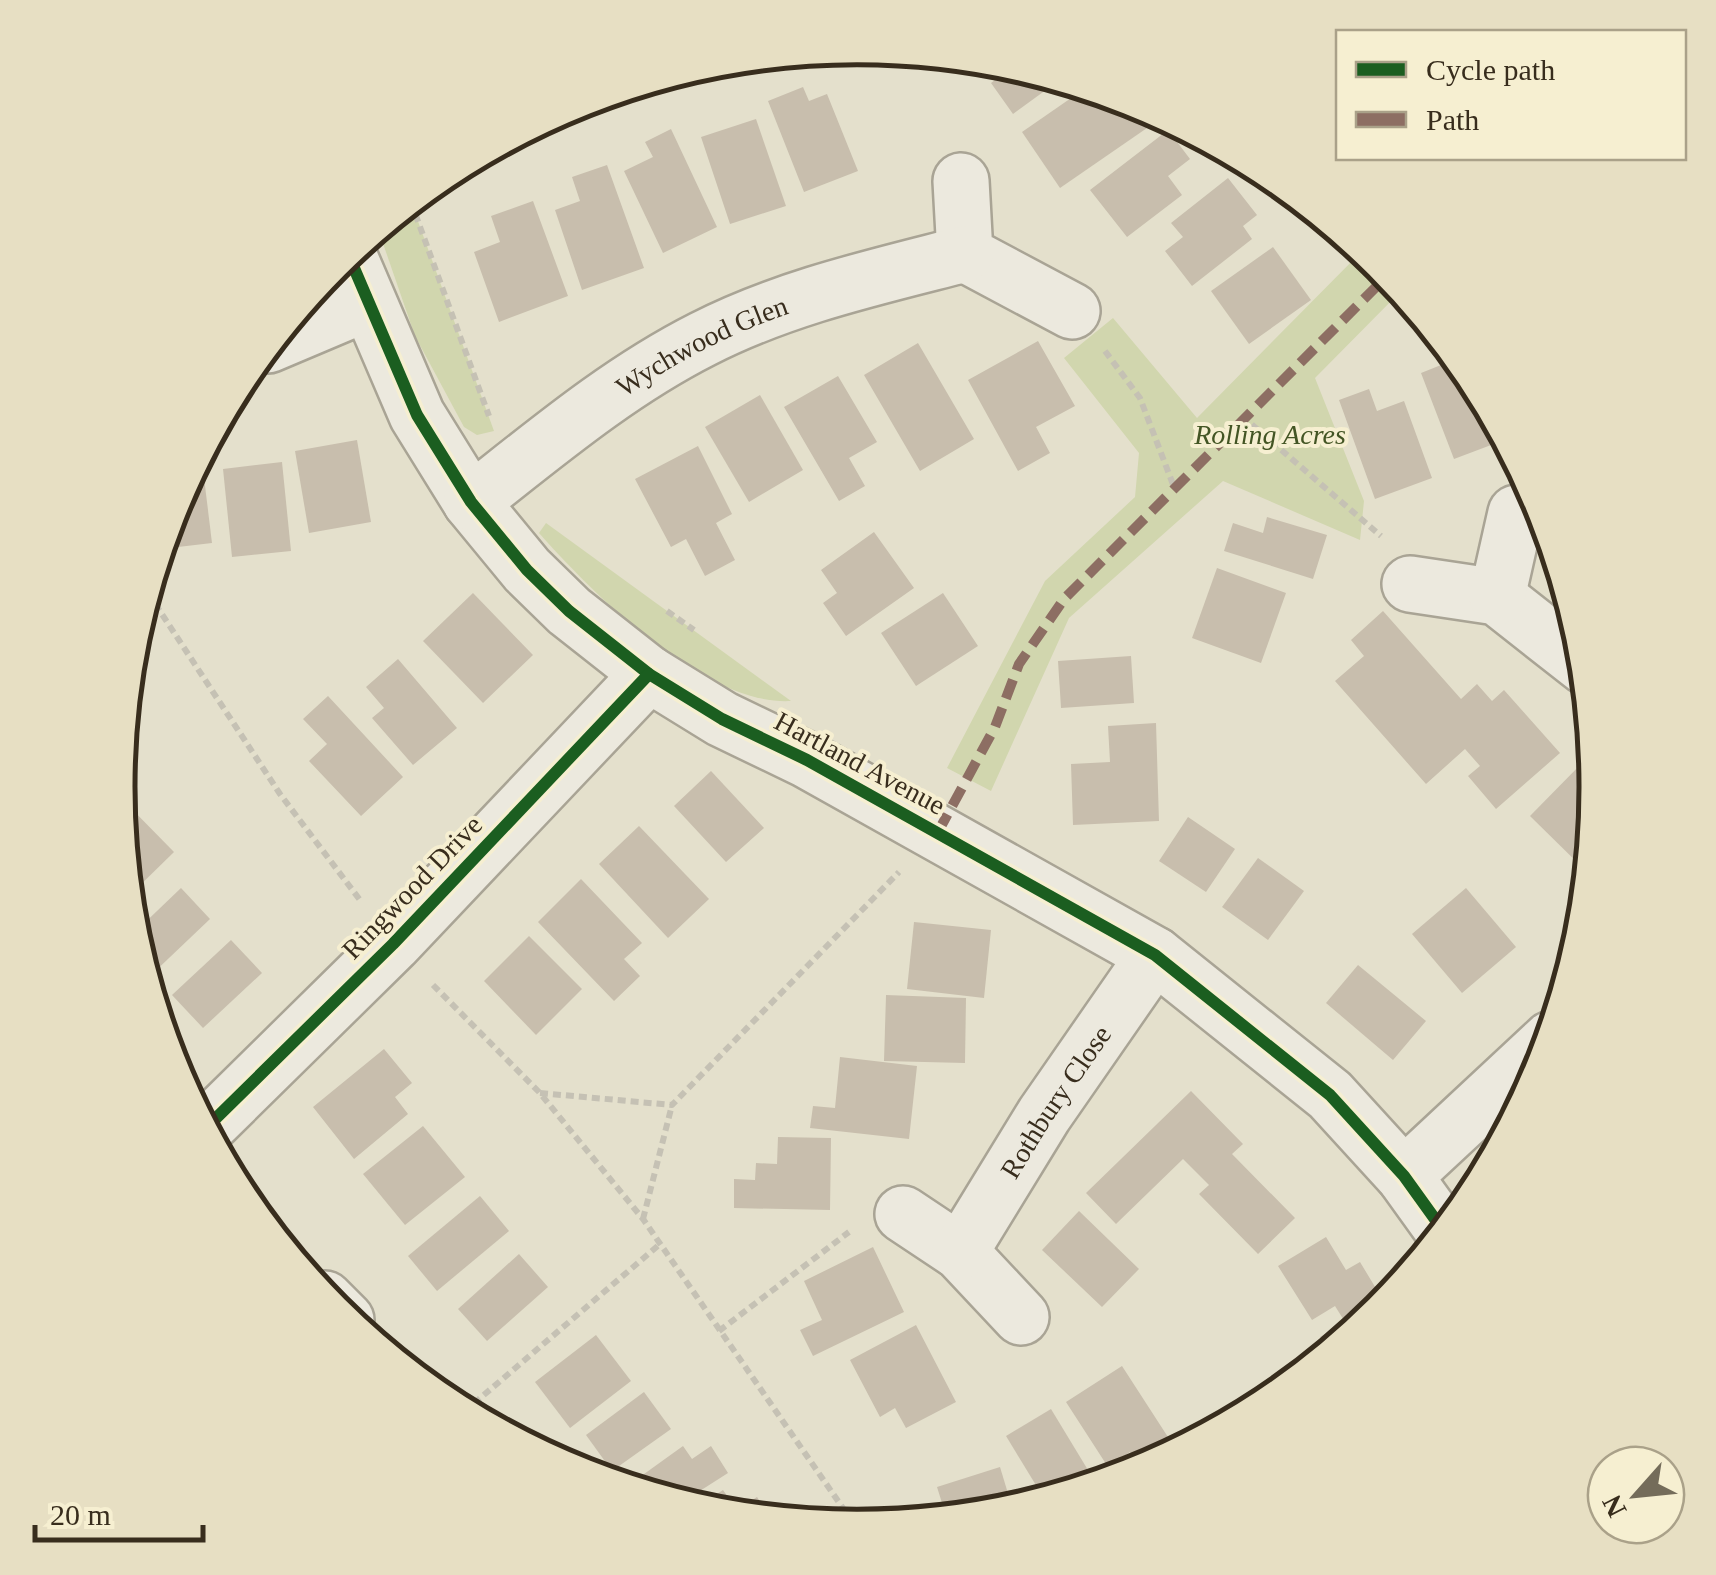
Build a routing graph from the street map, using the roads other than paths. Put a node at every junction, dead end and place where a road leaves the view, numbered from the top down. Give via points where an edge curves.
1 (961, 182) dead end
2 (965, 254) junction
3 (356, 279) edge
4 (319, 307) edge
5 (1072, 310) road end
6 (490, 487) junction
7 (1516, 514) dead end
8 (1410, 584) road end
9 (1497, 597) junction
10 (1568, 653) edge
11 (648, 674) junction
12 (1155, 955) junction
13 (1526, 1063) edge
14 (216, 1119) edge
15 (1404, 1176) junction
16 (903, 1214) road end
17 (1436, 1221) edge
18 (960, 1252) junction
19 (1021, 1317) dead end

1 - 2 street
2 - 5 street
2 - 6 street, Wychwood Glen via 818,292 704,338 606,395
3 - 4 street, Hartland Avenue
3 - 6 street, Hartland Avenue via 417,416
6 - 11 street, Hartland Avenue via 527,570
7 - 9 street
8 - 9 street
9 - 10 street
11 - 12 street, Hartland Avenue
11 - 14 street, Ringwood Drive via 393,944
12 - 15 street, Hartland Avenue via 1330,1096
12 - 18 street, Rothbury Close
13 - 15 street
15 - 17 street, Hartland Avenue
16 - 18 street
18 - 19 street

•••••

**The problem**
Output the records exactly, please. The pictures are not part of the copy.

**Response below**
Build a routing graph from the street map, using the roads other than paths. Put a node at every junction, dead end and place where a road leaves the view, numbered from the top down. Give via points where an edge curves.
1 (961, 182) dead end
2 (965, 254) junction
3 (356, 279) edge
4 (319, 307) edge
5 (1072, 310) road end
6 (490, 487) junction
7 (1516, 514) dead end
8 (1410, 584) road end
9 (1497, 597) junction
10 (1568, 653) edge
11 (648, 674) junction
12 (1155, 955) junction
13 (1526, 1063) edge
14 (216, 1119) edge
15 (1404, 1176) junction
16 (903, 1214) road end
17 (1436, 1221) edge
18 (960, 1252) junction
19 (1021, 1317) dead end

1 - 2 street
2 - 5 street
2 - 6 street, Wychwood Glen via 818,292 704,338 606,395
3 - 4 street, Hartland Avenue
3 - 6 street, Hartland Avenue via 417,416
6 - 11 street, Hartland Avenue via 527,570
7 - 9 street
8 - 9 street
9 - 10 street
11 - 12 street, Hartland Avenue
11 - 14 street, Ringwood Drive via 393,944
12 - 15 street, Hartland Avenue via 1330,1096
12 - 18 street, Rothbury Close
13 - 15 street
15 - 17 street, Hartland Avenue
16 - 18 street
18 - 19 street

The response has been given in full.